In the entries that follow, how many lines contain the word "IELA"? Answer with the number only.

* * *

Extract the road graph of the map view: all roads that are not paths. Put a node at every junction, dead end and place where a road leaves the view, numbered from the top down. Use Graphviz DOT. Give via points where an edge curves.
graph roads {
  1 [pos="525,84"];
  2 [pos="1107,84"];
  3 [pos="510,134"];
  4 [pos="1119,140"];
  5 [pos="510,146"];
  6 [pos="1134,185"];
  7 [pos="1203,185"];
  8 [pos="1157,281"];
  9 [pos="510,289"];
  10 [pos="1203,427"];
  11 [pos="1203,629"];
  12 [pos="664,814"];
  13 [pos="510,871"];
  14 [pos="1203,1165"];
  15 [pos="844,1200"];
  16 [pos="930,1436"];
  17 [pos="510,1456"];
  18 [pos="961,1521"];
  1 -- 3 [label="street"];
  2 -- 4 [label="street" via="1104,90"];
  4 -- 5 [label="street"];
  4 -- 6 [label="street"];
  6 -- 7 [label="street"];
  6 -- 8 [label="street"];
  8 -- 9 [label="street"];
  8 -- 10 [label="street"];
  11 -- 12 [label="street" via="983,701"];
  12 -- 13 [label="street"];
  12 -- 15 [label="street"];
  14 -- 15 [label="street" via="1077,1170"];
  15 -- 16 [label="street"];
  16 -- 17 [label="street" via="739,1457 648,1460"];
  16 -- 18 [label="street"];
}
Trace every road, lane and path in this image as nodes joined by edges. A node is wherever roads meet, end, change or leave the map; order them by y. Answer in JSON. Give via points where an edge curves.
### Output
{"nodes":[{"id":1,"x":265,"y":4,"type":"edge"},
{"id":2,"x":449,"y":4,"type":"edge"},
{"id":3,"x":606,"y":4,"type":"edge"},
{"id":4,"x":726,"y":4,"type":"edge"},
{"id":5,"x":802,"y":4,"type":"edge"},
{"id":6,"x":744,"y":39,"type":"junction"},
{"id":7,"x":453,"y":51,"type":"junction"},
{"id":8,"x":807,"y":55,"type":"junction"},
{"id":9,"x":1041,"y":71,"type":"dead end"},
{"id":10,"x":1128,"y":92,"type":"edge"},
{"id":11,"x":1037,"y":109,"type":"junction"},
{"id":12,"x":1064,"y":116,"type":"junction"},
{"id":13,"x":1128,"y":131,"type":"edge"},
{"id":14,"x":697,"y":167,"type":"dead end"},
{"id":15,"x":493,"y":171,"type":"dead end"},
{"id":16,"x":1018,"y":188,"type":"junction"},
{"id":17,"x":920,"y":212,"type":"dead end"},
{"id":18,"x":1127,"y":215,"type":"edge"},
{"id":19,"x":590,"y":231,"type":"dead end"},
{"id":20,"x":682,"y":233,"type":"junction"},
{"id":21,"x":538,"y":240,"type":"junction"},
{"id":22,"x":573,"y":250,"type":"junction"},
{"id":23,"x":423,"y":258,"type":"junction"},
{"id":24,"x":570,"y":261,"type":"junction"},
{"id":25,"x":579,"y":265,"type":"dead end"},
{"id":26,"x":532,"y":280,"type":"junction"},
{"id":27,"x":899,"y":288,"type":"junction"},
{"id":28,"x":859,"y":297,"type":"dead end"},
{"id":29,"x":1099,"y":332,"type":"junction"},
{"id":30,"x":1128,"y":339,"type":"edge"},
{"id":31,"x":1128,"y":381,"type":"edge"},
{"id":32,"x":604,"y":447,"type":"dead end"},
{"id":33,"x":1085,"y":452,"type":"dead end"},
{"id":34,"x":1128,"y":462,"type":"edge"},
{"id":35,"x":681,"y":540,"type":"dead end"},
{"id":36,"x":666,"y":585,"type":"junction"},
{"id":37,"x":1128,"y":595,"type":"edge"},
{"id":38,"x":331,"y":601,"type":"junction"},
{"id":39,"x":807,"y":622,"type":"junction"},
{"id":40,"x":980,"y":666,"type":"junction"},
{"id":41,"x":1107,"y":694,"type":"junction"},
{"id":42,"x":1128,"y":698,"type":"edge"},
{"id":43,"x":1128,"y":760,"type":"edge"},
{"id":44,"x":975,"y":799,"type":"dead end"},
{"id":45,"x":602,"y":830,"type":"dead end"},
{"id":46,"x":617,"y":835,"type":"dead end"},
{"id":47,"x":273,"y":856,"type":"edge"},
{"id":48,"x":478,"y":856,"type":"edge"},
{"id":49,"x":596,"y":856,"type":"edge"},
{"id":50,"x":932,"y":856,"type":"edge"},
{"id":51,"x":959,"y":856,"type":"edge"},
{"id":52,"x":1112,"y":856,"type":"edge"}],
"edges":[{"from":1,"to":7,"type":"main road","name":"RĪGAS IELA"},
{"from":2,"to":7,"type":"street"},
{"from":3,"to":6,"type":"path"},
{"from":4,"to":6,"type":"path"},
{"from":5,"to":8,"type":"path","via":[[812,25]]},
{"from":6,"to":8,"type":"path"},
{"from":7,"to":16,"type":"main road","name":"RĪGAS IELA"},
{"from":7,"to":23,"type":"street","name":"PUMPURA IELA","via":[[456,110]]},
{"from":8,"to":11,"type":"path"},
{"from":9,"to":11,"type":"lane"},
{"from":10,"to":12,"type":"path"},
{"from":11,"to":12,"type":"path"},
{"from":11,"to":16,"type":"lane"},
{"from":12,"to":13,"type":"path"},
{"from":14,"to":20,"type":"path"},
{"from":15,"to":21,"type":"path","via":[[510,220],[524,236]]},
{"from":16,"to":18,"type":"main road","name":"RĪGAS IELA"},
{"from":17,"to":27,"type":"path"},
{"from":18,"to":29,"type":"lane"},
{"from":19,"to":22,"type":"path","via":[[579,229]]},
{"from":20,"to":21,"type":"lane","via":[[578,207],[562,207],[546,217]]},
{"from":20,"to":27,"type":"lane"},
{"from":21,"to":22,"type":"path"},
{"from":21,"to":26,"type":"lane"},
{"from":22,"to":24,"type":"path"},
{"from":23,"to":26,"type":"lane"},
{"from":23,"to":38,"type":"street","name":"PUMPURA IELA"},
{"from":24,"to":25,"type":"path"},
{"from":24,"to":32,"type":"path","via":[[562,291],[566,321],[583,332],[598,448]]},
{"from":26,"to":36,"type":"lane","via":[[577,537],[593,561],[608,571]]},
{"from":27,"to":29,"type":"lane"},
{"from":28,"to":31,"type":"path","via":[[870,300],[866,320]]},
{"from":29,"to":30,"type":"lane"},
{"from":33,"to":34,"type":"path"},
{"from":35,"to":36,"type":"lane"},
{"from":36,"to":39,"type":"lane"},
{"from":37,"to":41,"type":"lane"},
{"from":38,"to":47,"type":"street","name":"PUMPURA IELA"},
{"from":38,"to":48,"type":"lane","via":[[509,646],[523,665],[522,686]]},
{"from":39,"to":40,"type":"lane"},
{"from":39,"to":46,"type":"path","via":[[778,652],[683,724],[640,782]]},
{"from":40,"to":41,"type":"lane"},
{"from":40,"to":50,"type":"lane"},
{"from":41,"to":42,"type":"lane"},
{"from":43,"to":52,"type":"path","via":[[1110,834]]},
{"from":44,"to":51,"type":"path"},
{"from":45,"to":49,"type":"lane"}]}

* * *

Answer for this exercise
6